The majority of modalities used for skin rejuvenation incorporate the wound healing process. Conventional wisdom has leaned towards more is best. The biggest challenge is finding the balance between the degrees of injury (acceptable downtime) and effectiveness (best outcome). Darker skin types limit aggressive treatments. Ablative treatments, e.g. laser resurfacing and deep peeling, while aesthetically effective, may cause epidermal thinning, papillary dermis fibrosis and cicatricial healing.
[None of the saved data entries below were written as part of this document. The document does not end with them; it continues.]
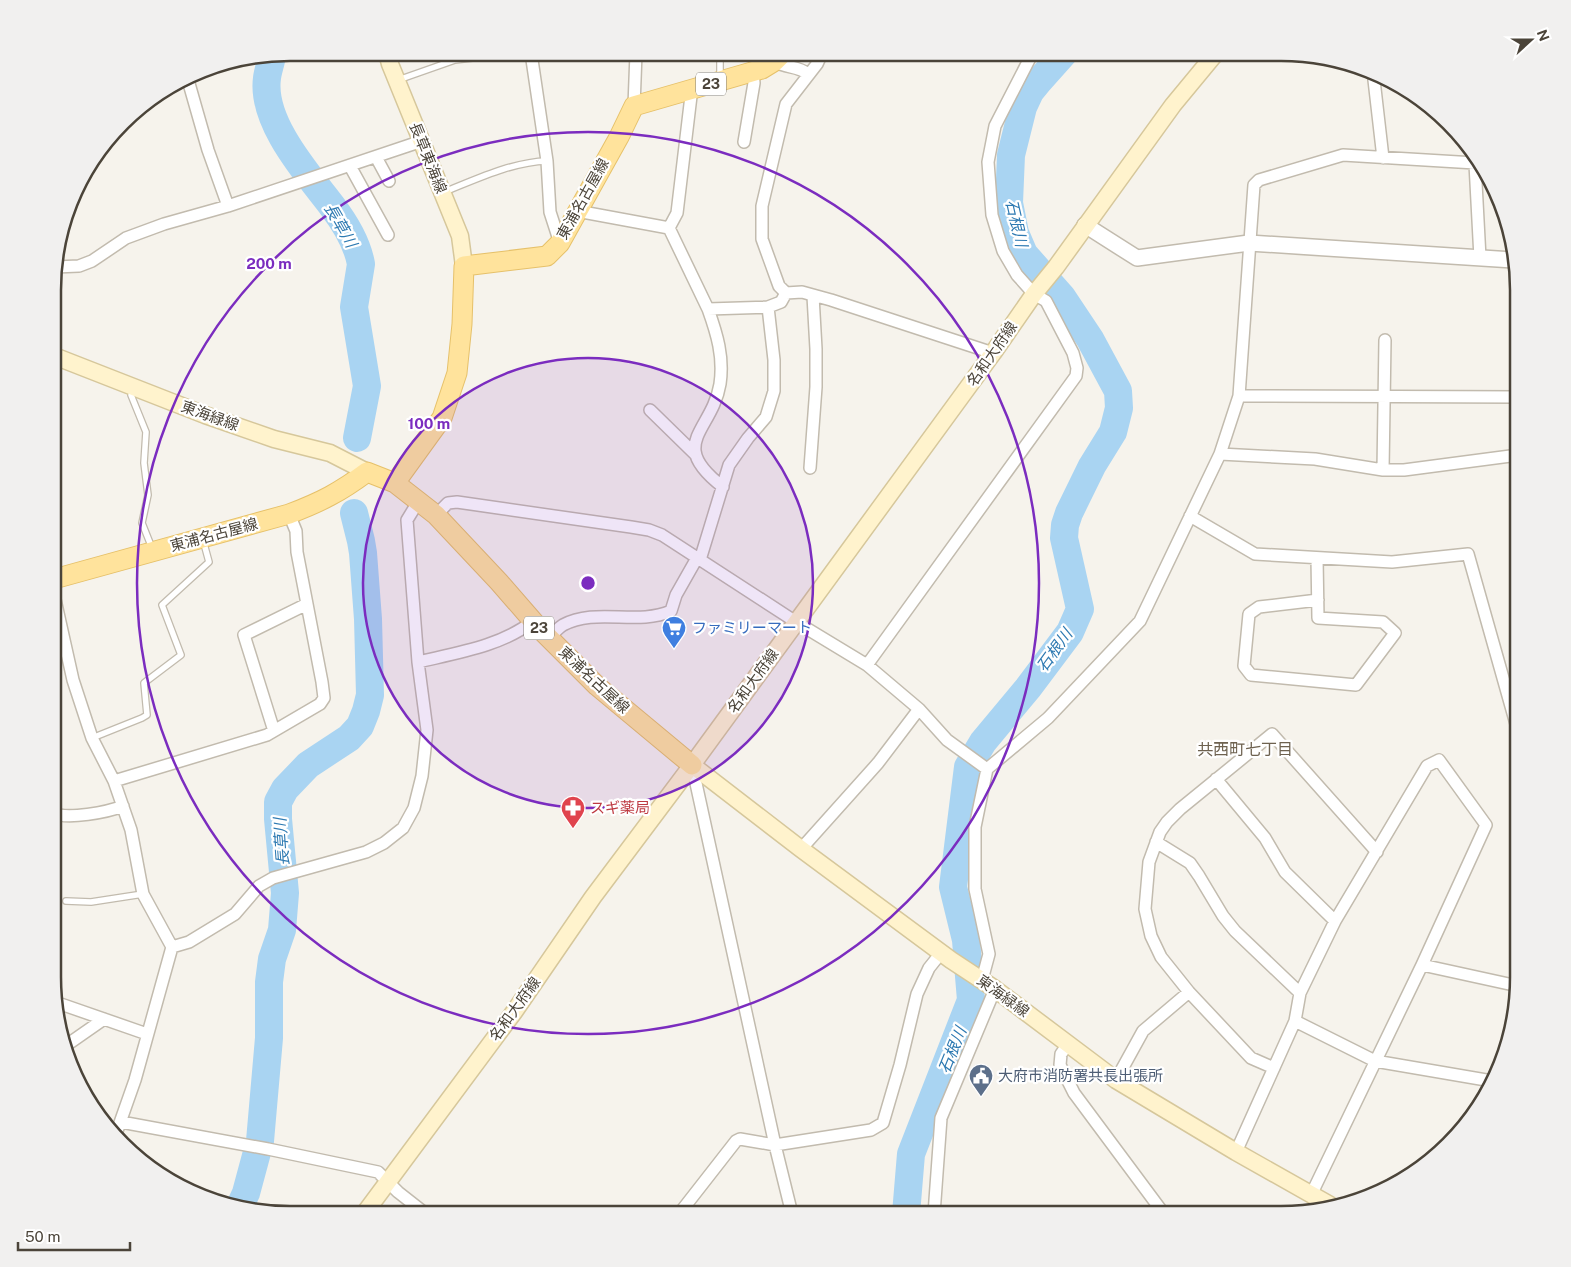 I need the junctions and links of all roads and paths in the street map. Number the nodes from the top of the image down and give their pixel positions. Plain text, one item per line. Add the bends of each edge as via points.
1 (389, 61) edge
2 (452, 61) edge
3 (532, 61) edge
4 (636, 61) edge
5 (720, 61) edge
6 (773, 61) edge
7 (779, 61) edge
8 (818, 61) edge
9 (1028, 61) edge
10 (1209, 61) edge
11 (753, 71) junction
12 (808, 74) junction
13 (397, 80) junction
14 (720, 81) junction
15 (1374, 82) edge
16 (189, 85) edge
17 (688, 91) junction
18 (634, 106) junction
19 (422, 141) junction
20 (744, 142) dead end
21 (376, 157) junction
22 (1384, 158) junction
23 (547, 161) junction
24 (1471, 163) edge
25 (350, 166) junction
26 (1475, 170) edge
27 (389, 181) dead end
28 (442, 193) junction
29 (228, 206) junction
30 (576, 211) junction
31 (1085, 225) junction
32 (669, 228) junction
33 (388, 235) dead end
34 (1249, 242) junction
35 (560, 243) junction
36 (1480, 258) junction
37 (1508, 260) edge
38 (464, 266) junction
39 (63, 267) edge
40 (1037, 290) junction
41 (786, 293) junction
42 (813, 296) junction
43 (768, 307) junction
44 (708, 309) junction
45 (1385, 340) dead end
46 (993, 353) junction
47 (61, 359) edge
48 (134, 387) junction
49 (1239, 396) junction
50 (1384, 397) junction
51 (1510, 397) edge
52 (650, 410) dead end
53 (695, 454) junction
54 (1220, 454) junction
55 (1510, 457) edge
56 (810, 468) dead end
57 (1382, 470) junction
58 (367, 472) junction
59 (395, 483) junction
60 (723, 487) junction
61 (418, 502) junction
62 (289, 514) junction
63 (436, 515) junction
64 (1190, 516) junction
65 (202, 538) junction
66 (153, 552) junction
67 (1317, 558) junction
68 (698, 559) junction
69 (61, 576) edge
70 (1318, 600) junction
71 (307, 604) junction
72 (532, 620) junction
73 (796, 622) junction
74 (61, 626) edge
75 (549, 638) junction
76 (418, 662) junction
77 (867, 665) junction
78 (1510, 703) edge
79 (919, 709) junction
80 (274, 731) junction
81 (92, 738) junction
82 (692, 765) junction
83 (987, 769) junction
84 (1216, 779) junction
85 (114, 781) junction
86 (122, 806) junction
87 (61, 815) edge
88 (1156, 842) junction
89 (801, 849) junction
90 (1377, 852) junction
91 (143, 894) junction
92 (66, 901) dead end
93 (1335, 921) junction
94 (172, 947) junction
95 (946, 956) junction
96 (1422, 965) junction
97 (986, 983) junction
98 (1510, 984) edge
99 (1189, 992) junction
100 (1300, 993) junction
101 (63, 1004) edge
102 (104, 1019) junction
103 (1295, 1021) junction
104 (147, 1034) junction
105 (71, 1042) edge
106 (1068, 1044) junction
107 (1375, 1060) junction
108 (1274, 1068) junction
109 (1116, 1080) junction
110 (1485, 1080) edge
111 (121, 1122) junction
112 (118, 1128) edge
113 (775, 1145) junction
114 (1236, 1152) junction
115 (387, 1181) junction
116 (1311, 1195) junction
117 (1323, 1202) edge
118 (370, 1206) edge
119 (417, 1206) edge
120 (685, 1206) edge
121 (790, 1206) edge
122 (935, 1206) edge
123 (1158, 1206) edge

1 - 13 main road, 長草東海線
2 - 13 lane
3 - 23 street
4 - 18 street
5 - 14 lane
6 - 11 main road, 23
7 - 12 street via 780,66 801,68
8 - 12 street
9 - 40 street via 995,126 988,162 992,215 1003,251 1017,275
10 - 31 main road, 名和大府線
11 - 14 main road, 23
11 - 20 street via 754,83
12 - 41 street via 786,104 762,206 762,239 779,286
13 - 19 main road, 長草東海線
14 - 17 main road, 23
15 - 22 street
16 - 29 street
17 - 18 main road, 23
17 - 32 street via 691,96 677,213
18 - 30 main road, 東浦名古屋線
19 - 21 street
19 - 28 main road, 長草東海線
21 - 25 street
21 - 27 street
22 - 24 street
22 - 34 street via 1343,156 1259,180 1254,185
23 - 28 lane via 518,165
23 - 35 street via 550,212
25 - 29 street
25 - 33 street
26 - 36 street
28 - 38 main road, 長草東海線 via 460,236
29 - 39 street via 164,224 126,238 92,261
30 - 32 street
30 - 35 main road, 東浦名古屋線
31 - 34 street via 1137,258
31 - 40 main road, 名和大府線
32 - 44 street
34 - 36 street
34 - 49 street
35 - 38 main road, 東浦名古屋線 via 547,256
36 - 37 street
38 - 59 main road via 457,373 442,418
40 - 46 main road, 名和大府線
40 - 77 street via 1046,300 1073,353 1076,376
41 - 42 street via 802,292
41 - 43 street via 781,302
42 - 46 street
42 - 56 street via 816,387
43 - 44 street
43 - 60 street via 774,391 766,417 733,458
44 - 53 street via 722,358 714,404 697,435
45 - 50 street
46 - 73 main road, 名和大府線
47 - 48 main road, 東海緑線
48 - 58 main road, 東海緑線 via 274,439 330,453
48 - 66 lane via 131,395 146,432 144,463 148,495 142,523
49 - 50 street
49 - 54 street
50 - 51 street
50 - 57 street
52 - 53 street
53 - 60 street via 703,469
54 - 57 street via 1315,458
54 - 64 street
55 - 57 street
58 - 59 main road, 東浦名古屋線 / 23
58 - 62 main road, 東浦名古屋線 via 321,502
59 - 61 main road, 東浦名古屋線 / 23
60 - 68 street
61 - 63 main road, 東浦名古屋線 / 23
61 - 76 street via 408,520
62 - 65 main road, 東浦名古屋線
62 - 71 street via 296,530
63 - 68 street via 448,503 457,502 649,530
63 - 72 main road, 東浦名古屋線 / 23
64 - 67 street via 1255,554
64 - 83 street via 1140,621 1048,718
65 - 66 main road, 東浦名古屋線
65 - 81 lane via 209,562 162,605 181,655 144,683 147,715
66 - 69 main road, 東浦名古屋線
67 - 70 street
67 - 78 street via 1392,562 1468,554
68 - 73 street
68 - 75 street via 676,595 671,611 655,616 586,617 562,625
70 - 70 street via 1318,618 1383,622 1395,633 1356,685 1252,675 1244,666 1249,614 1259,607
71 - 80 street via 324,698 320,704
71 - 80 street via 244,634
72 - 75 main road, 東浦名古屋線 / 23
72 - 76 street via 519,632 461,652
73 - 77 street
73 - 82 main road, 名和大府線
74 - 81 street via 73,680
75 - 82 main road, 東浦名古屋線 / 23 via 597,686
76 - 94 street via 427,730 422,776 414,808 403,828 366,852 273,878 252,892 235,914 189,942
77 - 79 street
79 - 83 street via 947,740
79 - 89 street via 878,763
80 - 85 street
81 - 85 street
82 - 89 main road, 東海緑線
82 - 113 street
82 - 115 main road, 名和大府線
83 - 97 street via 975,827 976,889 990,954
84 - 88 street via 1166,822
84 - 90 street via 1272,734
84 - 93 street via 1265,838 1285,872
85 - 86 street
86 - 87 street
86 - 91 street via 131,830
88 - 99 street via 1149,862 1145,909 1151,936 1161,957
88 - 100 street via 1190,863 1234,931
89 - 95 main road, 東海緑線
90 - 93 street
90 - 96 street via 1427,766 1439,760 1486,825
91 - 92 lane via 91,902
91 - 94 street
93 - 100 street
94 - 104 street
95 - 97 main road, 東海緑線
95 - 113 street via 929,968 917,994 883,1123 871,1130
96 - 98 street
96 - 107 street
97 - 106 main road, 東海緑線
97 - 122 street via 941,1118
99 - 108 street via 1251,1058
99 - 109 street via 1143,1031
100 - 103 street
101 - 102 street
102 - 104 street
102 - 105 street
103 - 107 street
103 - 108 street
104 - 111 street
106 - 109 main road, 東海緑線
106 - 123 street via 1061,1054 1060,1065 1074,1093
107 - 110 street
107 - 116 street
108 - 114 street
109 - 114 main road, 東海緑線
111 - 112 street
111 - 115 street via 378,1172
113 - 120 street via 736,1141
113 - 121 street
114 - 116 main road, 東海緑線
115 - 118 main road, 名和大府線
115 - 119 street
116 - 117 main road, 東海緑線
Fractional treatments minimize this effect, but there is still up to 20% coagulation of tissue and the ensuing necrosis stimulates cicatricial healing. Medical needling does exactly the opposite, which is ideal.
Preservation of the epidermis maintains environmental protection and minimizes downtime. There are no reported post treatment pigmentation issues, even with sun exposure. The procedure breaks down scar tissue, allowing reorganization. It can be performed on most areas of the body by individuals with minimal skills and requires minimal capital outlay.
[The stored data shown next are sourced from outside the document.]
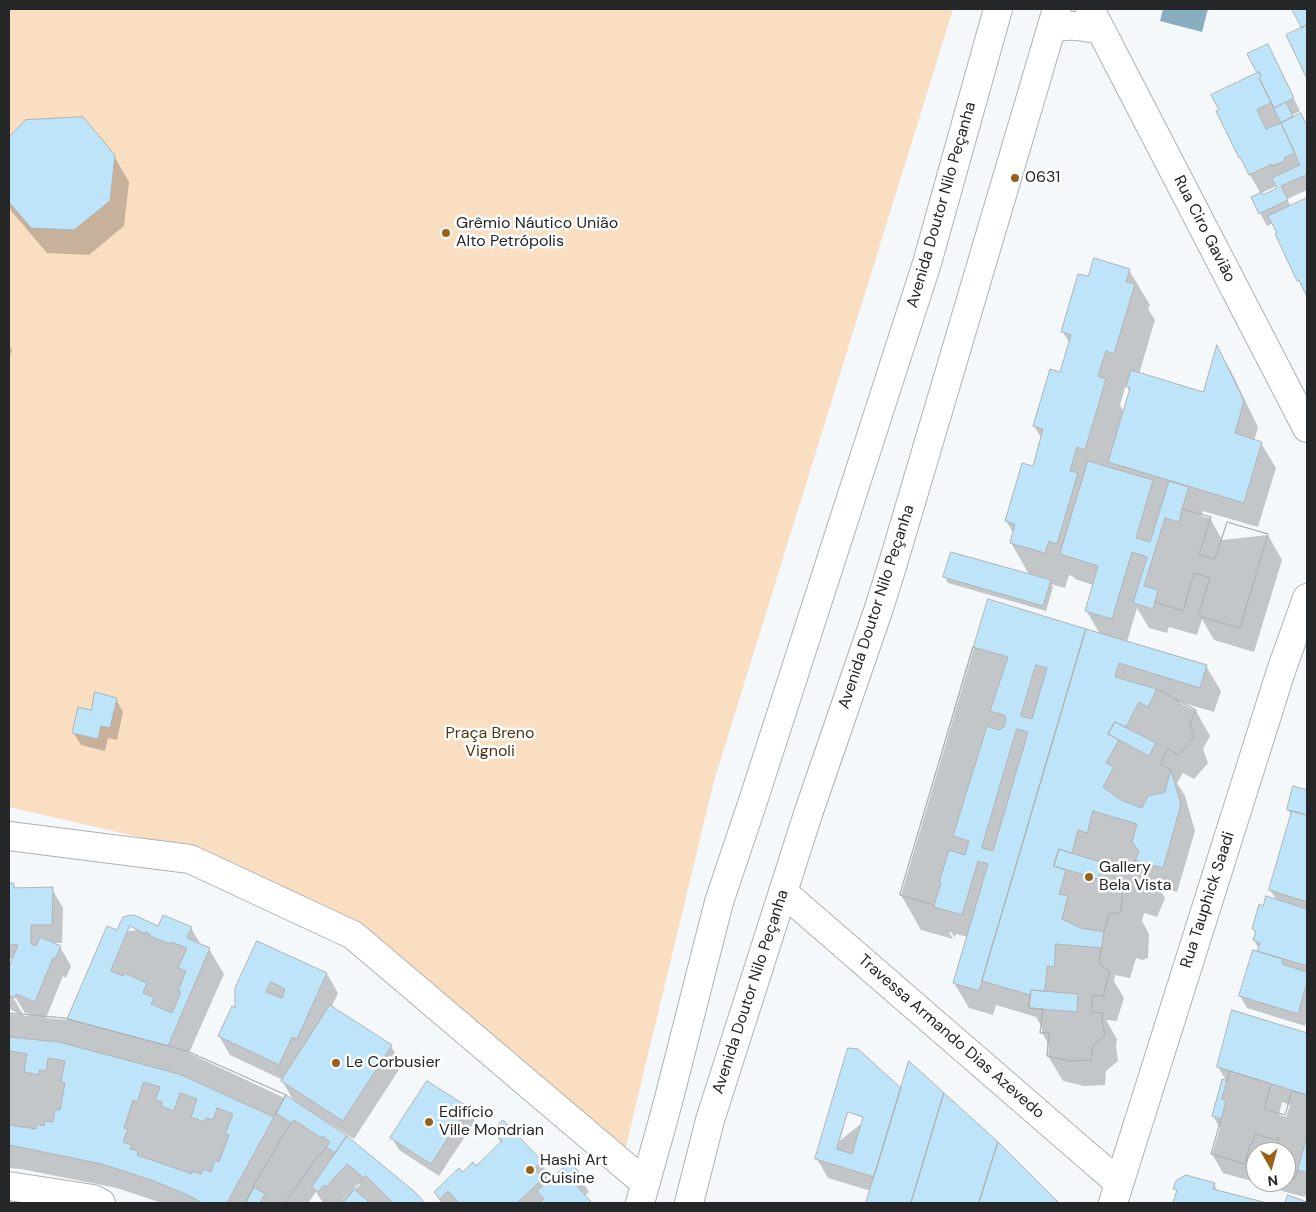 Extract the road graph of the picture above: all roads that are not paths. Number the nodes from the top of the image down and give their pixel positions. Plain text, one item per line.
1 (998, 9) edge
2 (1055, 18) edge
3 (1095, 20) edge
4 (1307, 428) edge
5 (1307, 598) edge
6 (9, 836) edge
7 (783, 892) junction
8 (9, 1186) edge
9 (1116, 1193) edge
10 (649, 1196) edge
11 (101, 1203) edge
12 (689, 1203) edge

1 - 10 main road, Avenida Doutor Nilo Peçanha
2 - 3 main road, Rua Ciro Gavião
2 - 7 main road, Avenida Doutor Nilo Peçanha
3 - 4 main road, Rua Ciro Gavião
5 - 9 main road, Rua Tauphick Saadi
6 - 10 main road
7 - 9 main road, Travessa Armando Dias Azevedo
7 - 12 main road, Avenida Doutor Nilo Peçanha
8 - 11 main road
Percutaneous collagen induction uses thousands of tiny needle pricks into the upper dermis to trigger the wound healing cascade. The upregulation of TGF-B3 through this process is thought to be the reason for natural collagen regeneration following needling, as opposed to scar collagen secondary to TGF-B1 and B2 associated with thermal injury.
Understanding the predictable phases of wound healing dictates optimum timing for treatment and modalities to obtain greatest success. Prolonging the inflammatory phase (day 1-5) will result in more growth factors. Photomodulation and lymph drainage are valuable from day 2-14 and then cosmetic rolling combined with Sonophoresis and micro-current are beneficial to assist maximum delivery of nutrients to cells. Collagenase peaks at around day 14 to reorganize collagen fibrils, converting collagen 3 to collagen 1 and it therefore makes no sense to reinjure the skin more frequently than every 30 days.
Collagen synthesis requires Vitamin A (e.g. Retinyl Palmitate, Retinyl Acetate, Retinol or Tretinoin), Vitamin C (e.g. Magnesium Ascorbyl Phosphate, L-Ascorbic Acid), key amino acids (proline & glycine), bioflavonoids, growth factors, selenium, silicon allied with magnesium and calcium, copper peptides, zinc and iron (co-factors), hormones and essential fatty acids (for cell function and membranes). Stem cell products and platelet rich therapy hold enormous promise.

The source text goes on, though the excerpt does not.